[Records contained in a dataset]
· · · ·

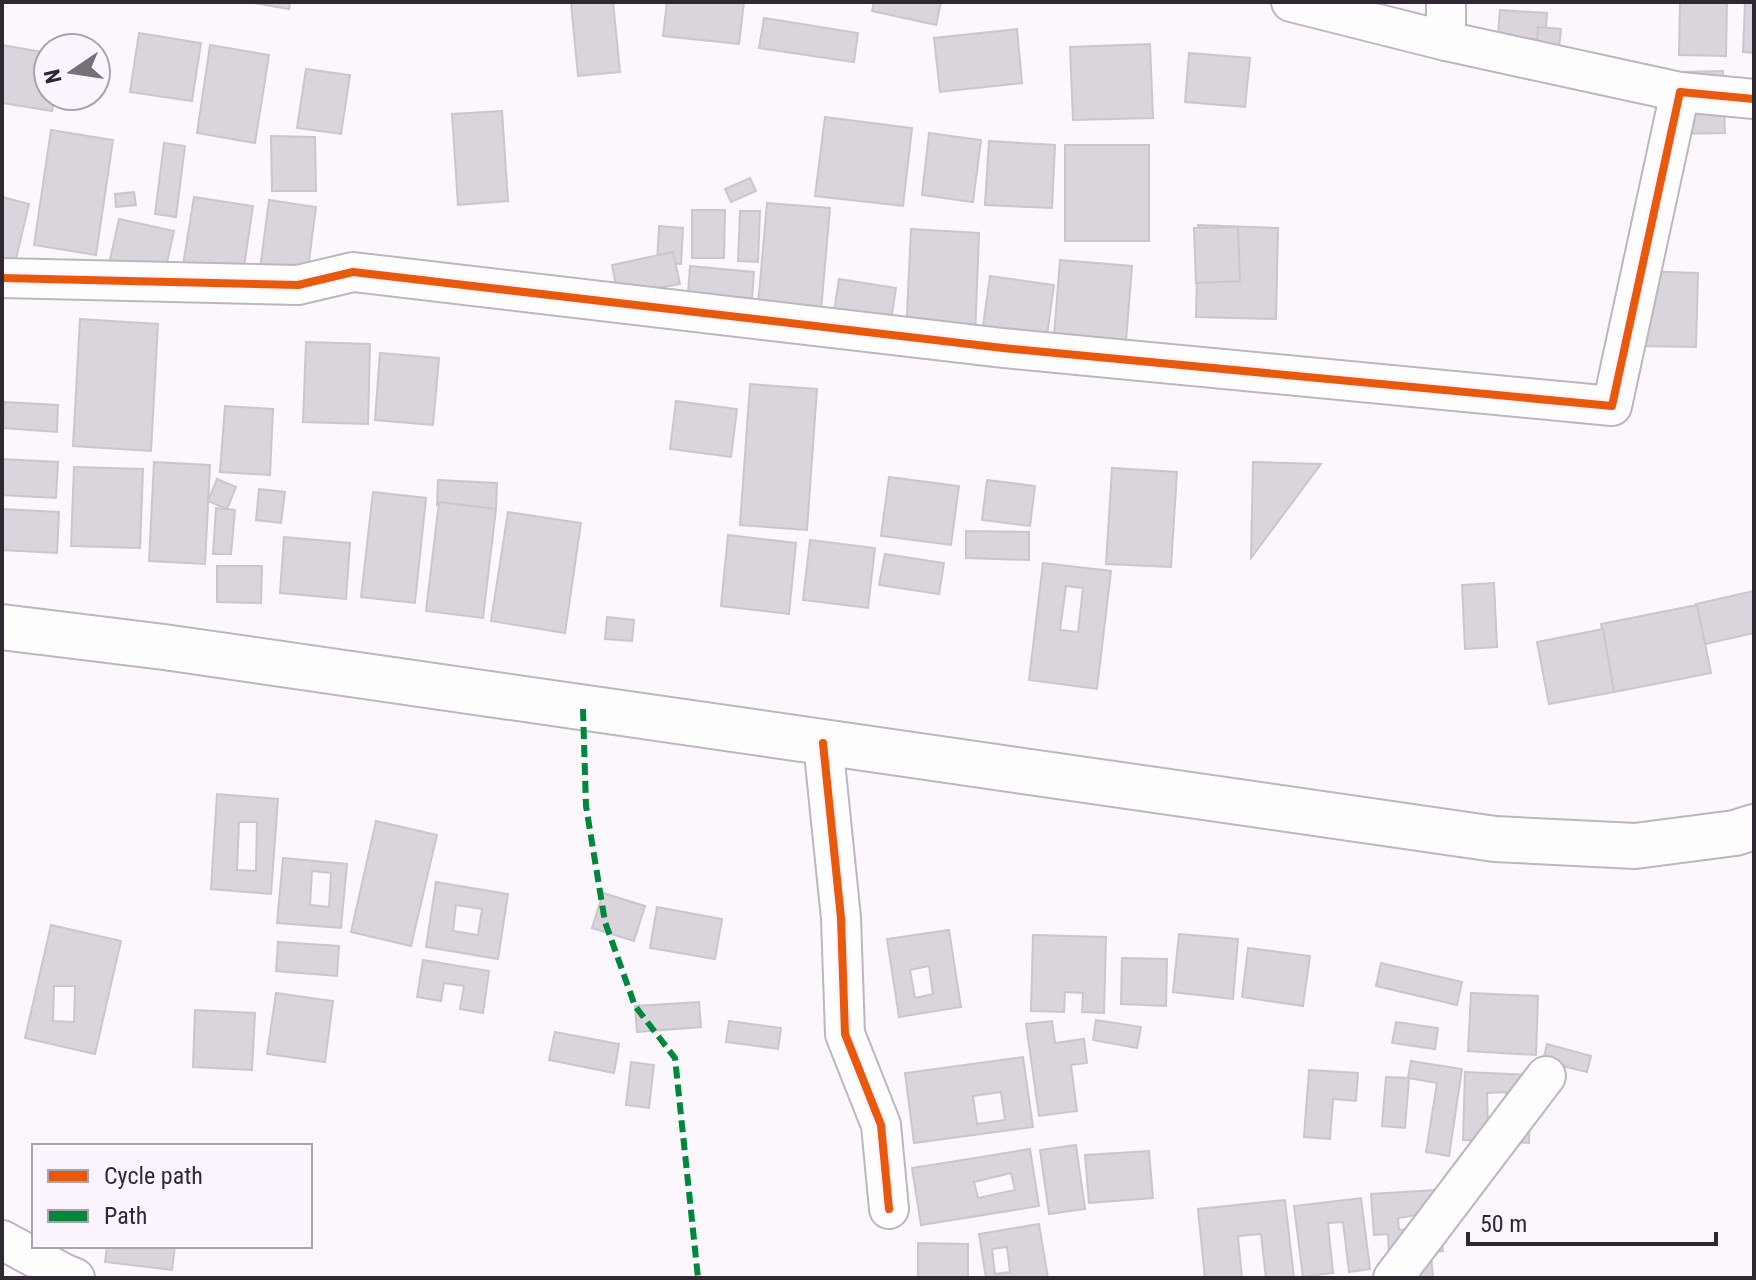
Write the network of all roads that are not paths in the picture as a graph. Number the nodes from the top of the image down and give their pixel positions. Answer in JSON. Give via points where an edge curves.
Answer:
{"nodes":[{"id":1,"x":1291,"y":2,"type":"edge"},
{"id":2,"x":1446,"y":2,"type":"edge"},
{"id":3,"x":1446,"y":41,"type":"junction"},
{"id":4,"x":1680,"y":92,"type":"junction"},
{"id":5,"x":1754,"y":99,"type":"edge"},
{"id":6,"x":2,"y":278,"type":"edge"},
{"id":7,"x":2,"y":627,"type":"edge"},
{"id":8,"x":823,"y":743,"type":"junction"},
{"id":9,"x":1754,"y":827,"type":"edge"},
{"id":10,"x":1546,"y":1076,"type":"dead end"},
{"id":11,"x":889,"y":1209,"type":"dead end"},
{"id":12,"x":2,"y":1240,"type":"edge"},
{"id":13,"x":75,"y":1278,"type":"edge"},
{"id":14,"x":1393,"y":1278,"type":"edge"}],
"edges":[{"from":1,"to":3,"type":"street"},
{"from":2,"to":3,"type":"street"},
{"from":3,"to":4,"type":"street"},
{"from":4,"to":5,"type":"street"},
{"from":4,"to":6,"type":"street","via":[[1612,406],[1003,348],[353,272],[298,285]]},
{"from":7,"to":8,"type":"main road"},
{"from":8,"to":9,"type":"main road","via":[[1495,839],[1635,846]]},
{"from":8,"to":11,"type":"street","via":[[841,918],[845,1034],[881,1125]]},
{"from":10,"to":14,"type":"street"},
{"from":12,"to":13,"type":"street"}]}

· · · ·

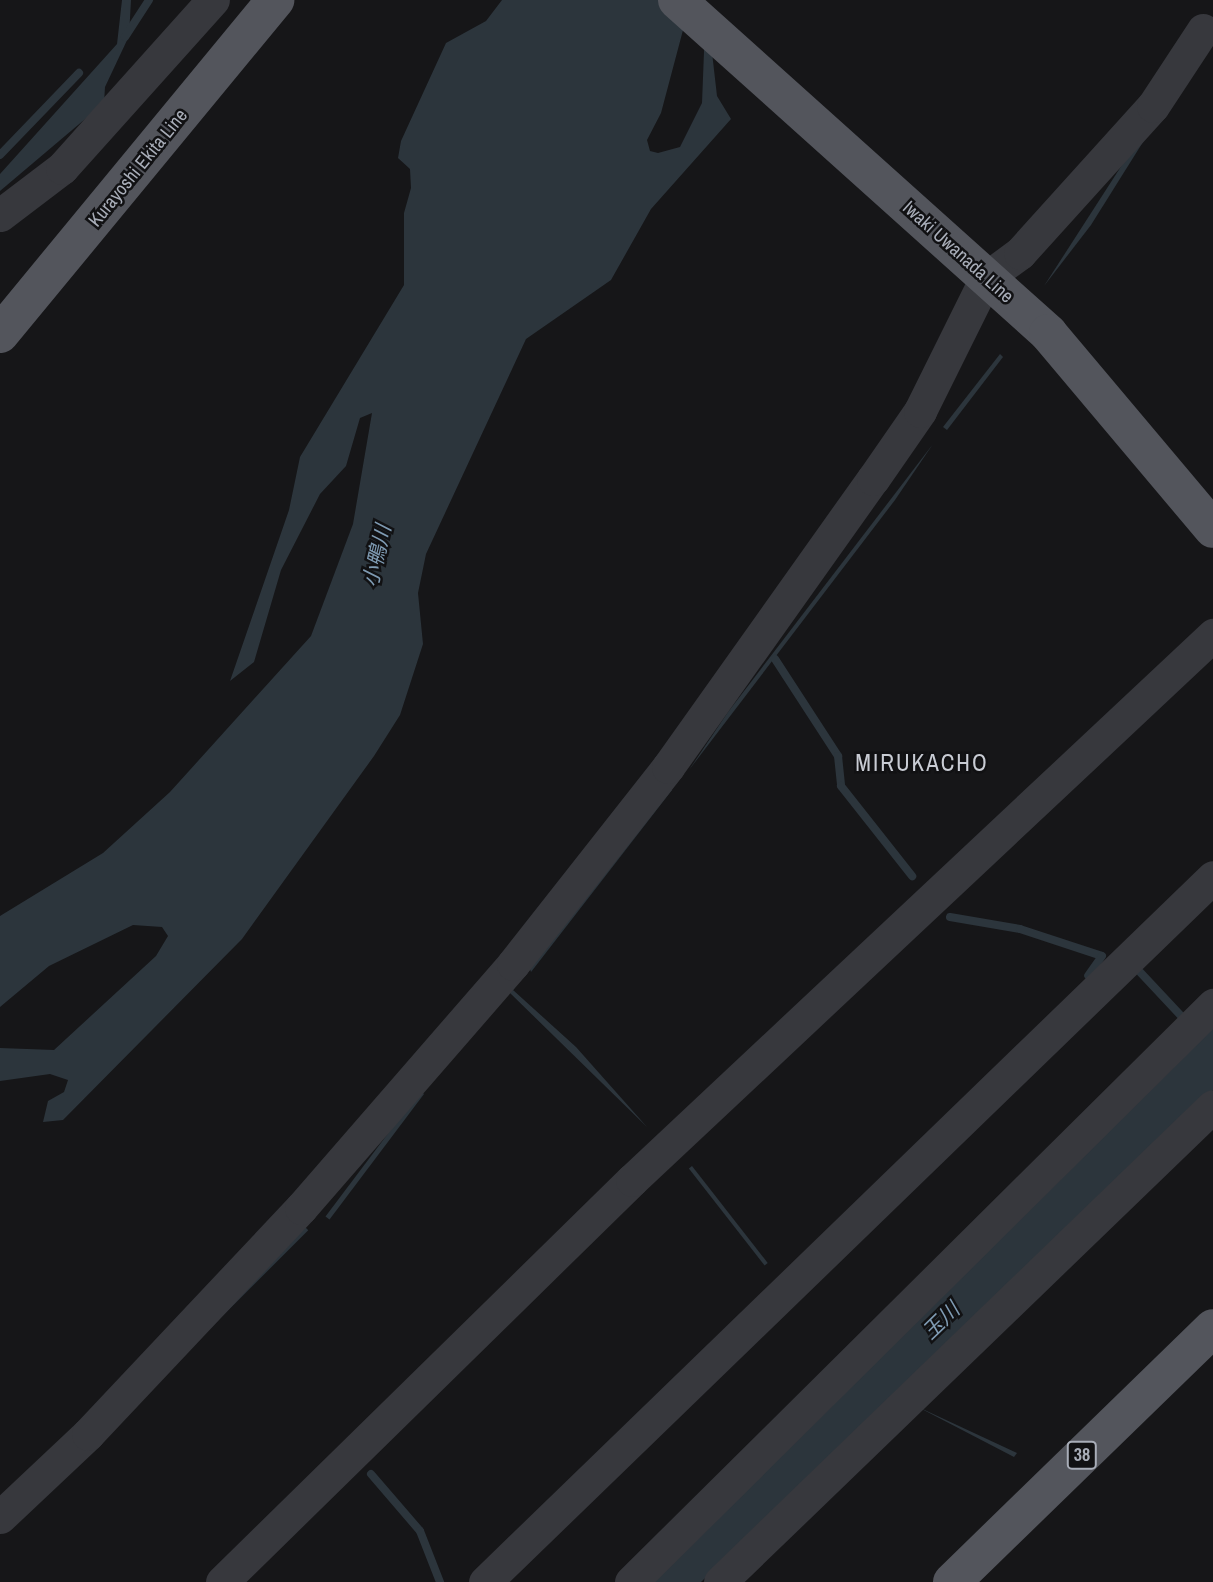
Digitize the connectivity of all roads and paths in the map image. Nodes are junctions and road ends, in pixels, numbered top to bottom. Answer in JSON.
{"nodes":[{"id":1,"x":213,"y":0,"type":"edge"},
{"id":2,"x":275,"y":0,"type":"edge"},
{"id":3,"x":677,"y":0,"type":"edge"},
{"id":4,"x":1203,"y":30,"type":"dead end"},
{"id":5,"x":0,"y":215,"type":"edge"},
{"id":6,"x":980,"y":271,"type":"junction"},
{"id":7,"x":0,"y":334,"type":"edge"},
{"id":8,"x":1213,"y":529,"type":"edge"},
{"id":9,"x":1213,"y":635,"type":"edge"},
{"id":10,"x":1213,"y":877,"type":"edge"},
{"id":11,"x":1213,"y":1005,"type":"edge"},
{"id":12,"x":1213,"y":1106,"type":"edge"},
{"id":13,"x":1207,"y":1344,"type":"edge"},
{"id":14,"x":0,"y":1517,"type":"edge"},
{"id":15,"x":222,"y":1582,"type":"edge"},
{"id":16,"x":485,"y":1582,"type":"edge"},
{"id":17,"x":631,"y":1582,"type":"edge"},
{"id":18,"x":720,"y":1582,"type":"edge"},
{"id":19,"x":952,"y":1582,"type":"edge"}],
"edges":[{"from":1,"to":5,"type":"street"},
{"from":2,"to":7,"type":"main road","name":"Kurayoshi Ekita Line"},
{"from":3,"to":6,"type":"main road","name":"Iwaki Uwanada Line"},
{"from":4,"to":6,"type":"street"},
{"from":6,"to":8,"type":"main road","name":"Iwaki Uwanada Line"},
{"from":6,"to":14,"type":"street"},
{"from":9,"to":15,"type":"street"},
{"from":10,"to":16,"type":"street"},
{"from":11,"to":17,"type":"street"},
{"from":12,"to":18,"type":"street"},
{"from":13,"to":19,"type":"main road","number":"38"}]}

· · · ·

▸ **EXERCISE OBJECTIVE**:
Scan the records above and show every line in which the word "Uwanada" occurs.

▸ **WRITTEN ANSWER**:
{"from":3,"to":6,"type":"main road","name":"Iwaki Uwanada Line"},
{"from":6,"to":8,"type":"main road","name":"Iwaki Uwanada Line"},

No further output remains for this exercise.